### INPUT MATERIAL
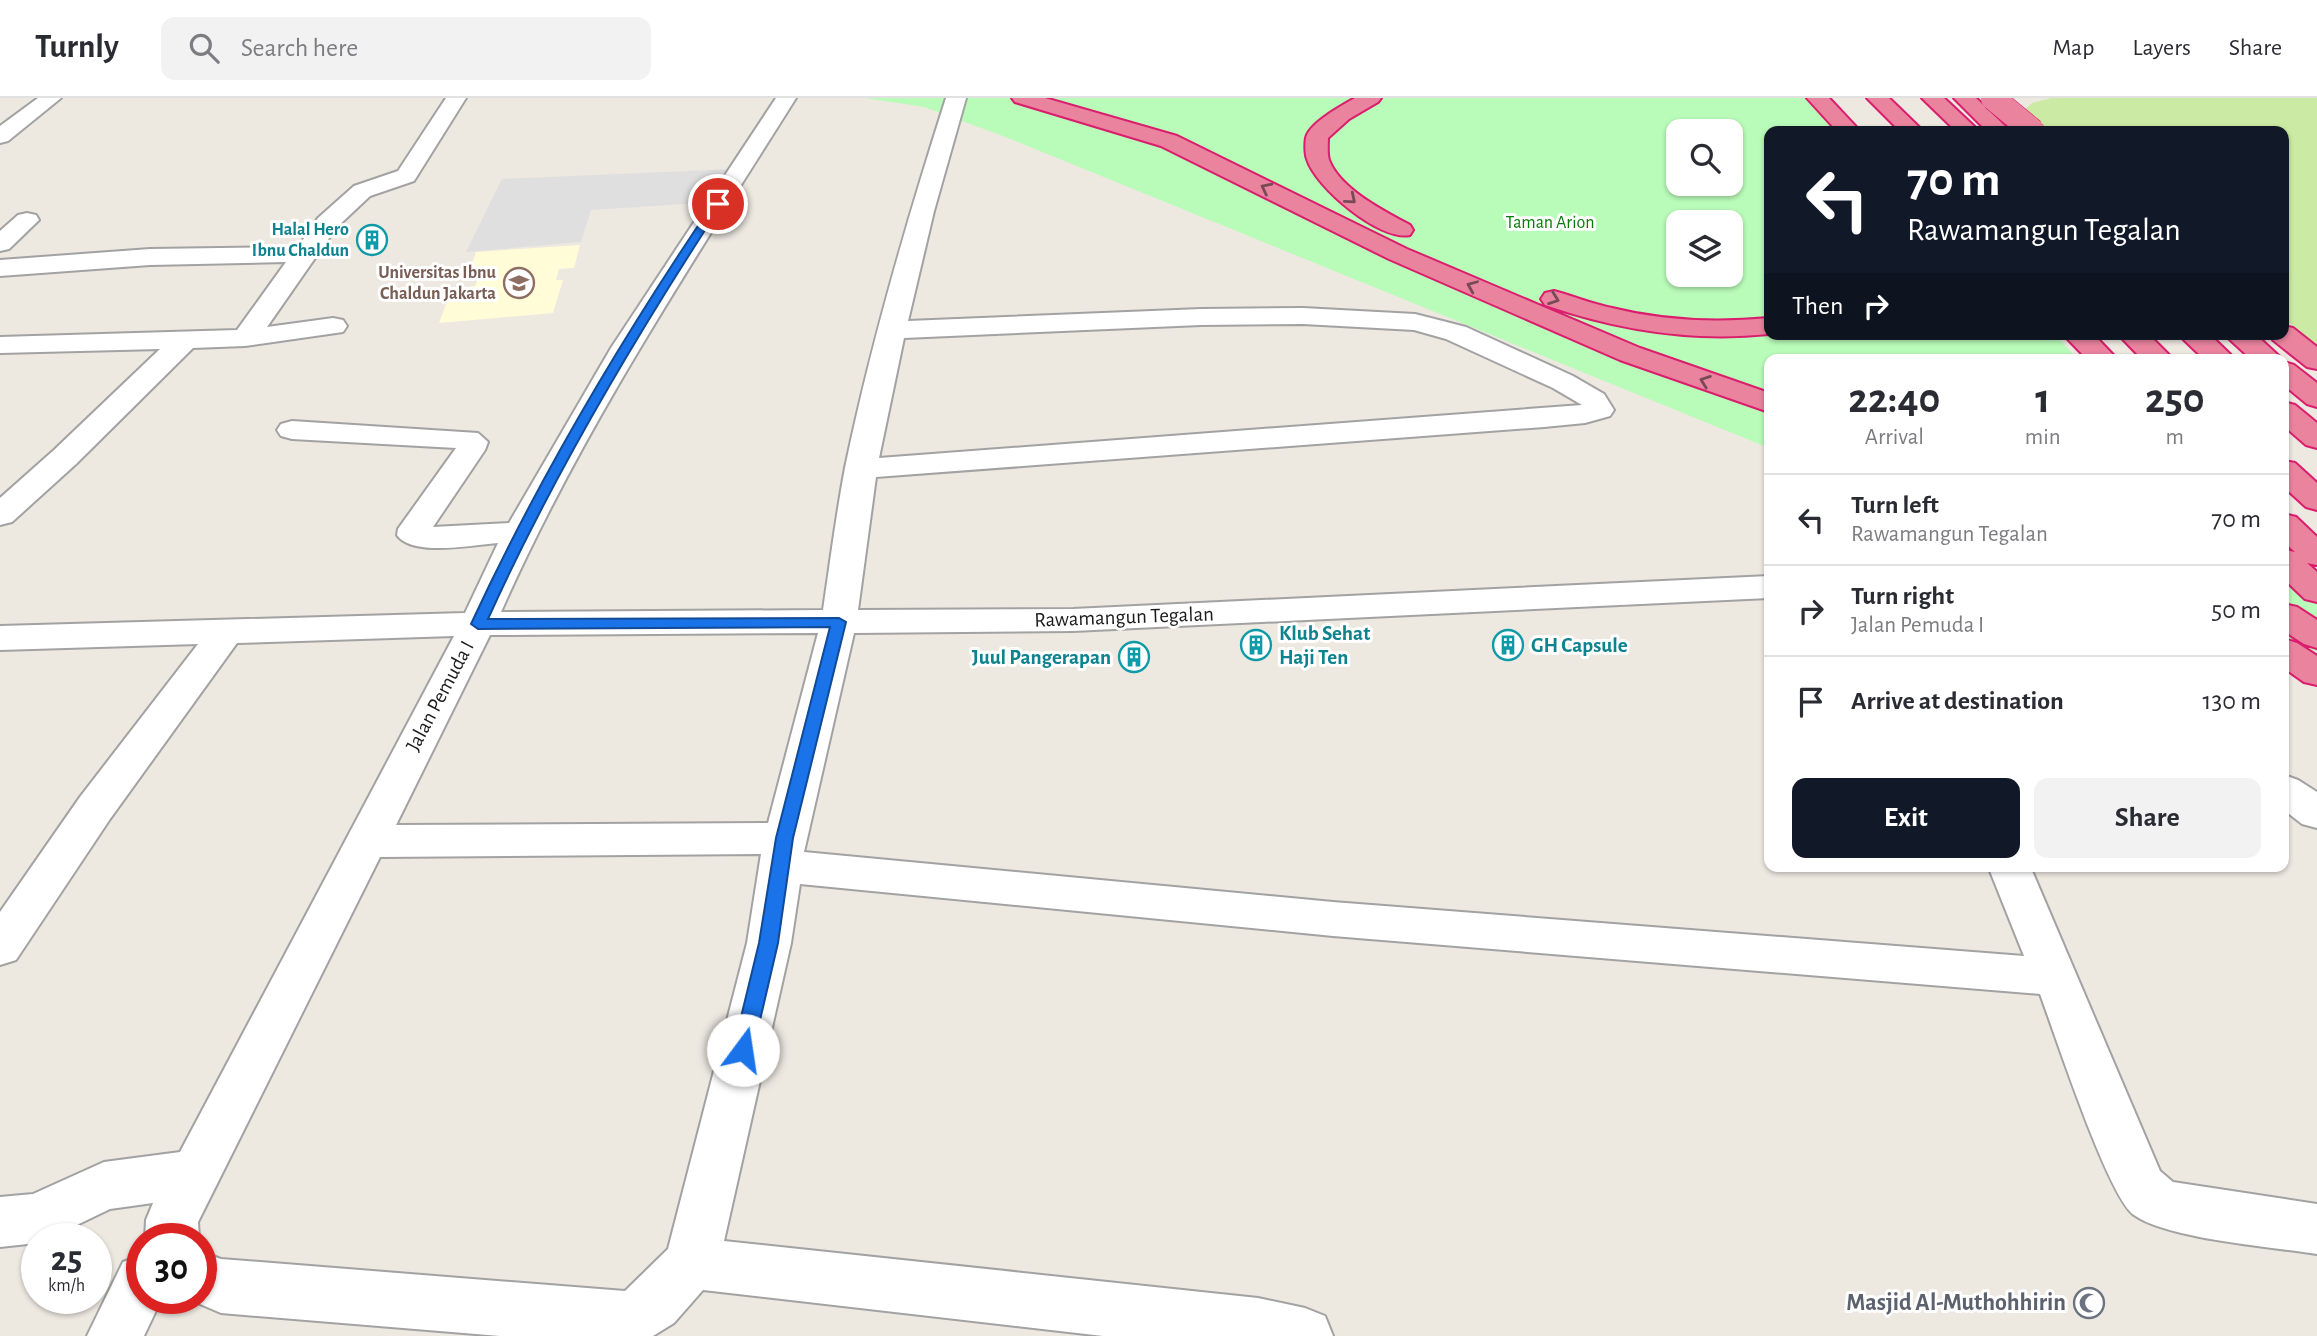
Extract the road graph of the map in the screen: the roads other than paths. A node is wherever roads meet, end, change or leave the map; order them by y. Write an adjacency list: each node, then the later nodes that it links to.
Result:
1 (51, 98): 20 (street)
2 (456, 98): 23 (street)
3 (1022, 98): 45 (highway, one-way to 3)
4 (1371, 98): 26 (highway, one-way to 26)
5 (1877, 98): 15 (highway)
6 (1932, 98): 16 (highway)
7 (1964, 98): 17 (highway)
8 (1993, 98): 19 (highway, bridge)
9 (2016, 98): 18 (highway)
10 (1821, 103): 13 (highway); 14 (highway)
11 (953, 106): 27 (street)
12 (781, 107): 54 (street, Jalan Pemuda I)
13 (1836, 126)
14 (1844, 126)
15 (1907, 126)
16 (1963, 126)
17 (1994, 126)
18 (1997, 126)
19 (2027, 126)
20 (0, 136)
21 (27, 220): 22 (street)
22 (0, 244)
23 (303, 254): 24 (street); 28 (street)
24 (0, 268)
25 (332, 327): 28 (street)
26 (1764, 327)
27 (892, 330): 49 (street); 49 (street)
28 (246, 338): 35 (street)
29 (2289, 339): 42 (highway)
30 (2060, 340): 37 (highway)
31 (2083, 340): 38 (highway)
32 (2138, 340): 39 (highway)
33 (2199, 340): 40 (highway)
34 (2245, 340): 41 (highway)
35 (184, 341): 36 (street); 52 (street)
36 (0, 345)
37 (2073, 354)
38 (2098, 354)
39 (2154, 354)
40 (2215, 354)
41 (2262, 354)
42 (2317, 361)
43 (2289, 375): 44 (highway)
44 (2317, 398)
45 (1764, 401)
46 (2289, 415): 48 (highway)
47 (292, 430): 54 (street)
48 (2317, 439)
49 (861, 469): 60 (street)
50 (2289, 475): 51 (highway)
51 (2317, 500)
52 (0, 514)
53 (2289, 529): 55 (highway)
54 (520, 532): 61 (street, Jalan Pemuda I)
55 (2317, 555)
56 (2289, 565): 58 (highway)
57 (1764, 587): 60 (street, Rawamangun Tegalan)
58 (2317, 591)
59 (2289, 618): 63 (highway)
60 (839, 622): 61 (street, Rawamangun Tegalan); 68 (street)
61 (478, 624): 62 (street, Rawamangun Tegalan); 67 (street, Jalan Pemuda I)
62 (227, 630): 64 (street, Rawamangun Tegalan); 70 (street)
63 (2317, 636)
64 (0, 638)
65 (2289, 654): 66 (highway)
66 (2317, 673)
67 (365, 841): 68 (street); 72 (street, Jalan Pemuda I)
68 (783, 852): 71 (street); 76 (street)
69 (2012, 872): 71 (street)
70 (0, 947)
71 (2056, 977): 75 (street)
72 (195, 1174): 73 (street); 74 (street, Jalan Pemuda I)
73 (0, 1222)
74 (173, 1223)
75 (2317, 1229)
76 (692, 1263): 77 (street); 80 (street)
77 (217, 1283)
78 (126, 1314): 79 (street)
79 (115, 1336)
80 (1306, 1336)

### TRY IT
Find every line in the records above that contains the word "Rawamangun", and copy each one.

### ANSWER TO THE PROBLEM
57 (1764, 587): 60 (street, Rawamangun Tegalan)
60 (839, 622): 61 (street, Rawamangun Tegalan); 68 (street)
61 (478, 624): 62 (street, Rawamangun Tegalan); 67 (street, Jalan Pemuda I)
62 (227, 630): 64 (street, Rawamangun Tegalan); 70 (street)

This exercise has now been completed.